[TASK INSTRUCTIONS]: Please retype the records below exactly, from the first line down to and including the line with "Write the network".
** Opening EXERCISE INPUTS block **
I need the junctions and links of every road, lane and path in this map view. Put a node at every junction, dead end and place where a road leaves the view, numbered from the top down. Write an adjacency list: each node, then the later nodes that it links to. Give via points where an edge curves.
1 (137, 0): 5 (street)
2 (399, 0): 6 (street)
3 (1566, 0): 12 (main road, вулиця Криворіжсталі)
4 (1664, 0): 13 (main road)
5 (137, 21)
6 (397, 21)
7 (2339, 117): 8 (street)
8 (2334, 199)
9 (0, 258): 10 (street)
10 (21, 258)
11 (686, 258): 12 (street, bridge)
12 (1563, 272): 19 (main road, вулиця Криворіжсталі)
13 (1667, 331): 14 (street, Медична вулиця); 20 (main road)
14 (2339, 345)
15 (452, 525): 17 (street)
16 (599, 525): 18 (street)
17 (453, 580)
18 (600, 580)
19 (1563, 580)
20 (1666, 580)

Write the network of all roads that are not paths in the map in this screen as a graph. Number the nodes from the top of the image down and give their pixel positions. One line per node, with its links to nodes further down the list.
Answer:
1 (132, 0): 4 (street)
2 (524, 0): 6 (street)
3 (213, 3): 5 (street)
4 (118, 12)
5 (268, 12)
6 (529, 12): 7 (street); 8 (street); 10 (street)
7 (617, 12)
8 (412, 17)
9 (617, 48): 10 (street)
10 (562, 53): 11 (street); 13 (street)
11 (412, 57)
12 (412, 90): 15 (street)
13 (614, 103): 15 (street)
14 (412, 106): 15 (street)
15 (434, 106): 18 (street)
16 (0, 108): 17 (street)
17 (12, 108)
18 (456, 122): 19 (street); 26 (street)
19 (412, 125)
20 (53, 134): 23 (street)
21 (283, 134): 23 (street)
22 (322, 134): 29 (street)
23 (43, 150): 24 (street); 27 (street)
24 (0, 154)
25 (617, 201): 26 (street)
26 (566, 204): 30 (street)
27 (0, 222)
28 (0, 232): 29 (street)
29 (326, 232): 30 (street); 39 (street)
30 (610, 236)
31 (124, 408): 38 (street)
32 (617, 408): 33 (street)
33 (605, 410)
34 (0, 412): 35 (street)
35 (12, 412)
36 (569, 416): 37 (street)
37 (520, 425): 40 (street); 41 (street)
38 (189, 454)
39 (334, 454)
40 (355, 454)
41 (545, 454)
** Closing EXERCISE INPUTS block **
[RESPONSE TO THE EXERCISE]:
I need the junctions and links of every road, lane and path in this map view. Put a node at every junction, dead end and place where a road leaves the view, numbered from the top down. Write an adjacency list: each node, then the later nodes that it links to. Give via points where an edge curves.
1 (137, 0): 5 (street)
2 (399, 0): 6 (street)
3 (1566, 0): 12 (main road, вулиця Криворіжсталі)
4 (1664, 0): 13 (main road)
5 (137, 21)
6 (397, 21)
7 (2339, 117): 8 (street)
8 (2334, 199)
9 (0, 258): 10 (street)
10 (21, 258)
11 (686, 258): 12 (street, bridge)
12 (1563, 272): 19 (main road, вулиця Криворіжсталі)
13 (1667, 331): 14 (street, Медична вулиця); 20 (main road)
14 (2339, 345)
15 (452, 525): 17 (street)
16 (599, 525): 18 (street)
17 (453, 580)
18 (600, 580)
19 (1563, 580)
20 (1666, 580)

Write the network of all roads that are not paths in the map in this screen as a graph. Number the nodes from the top of the image down and give their pixel positions. One line per node, with its links to nodes further down the list.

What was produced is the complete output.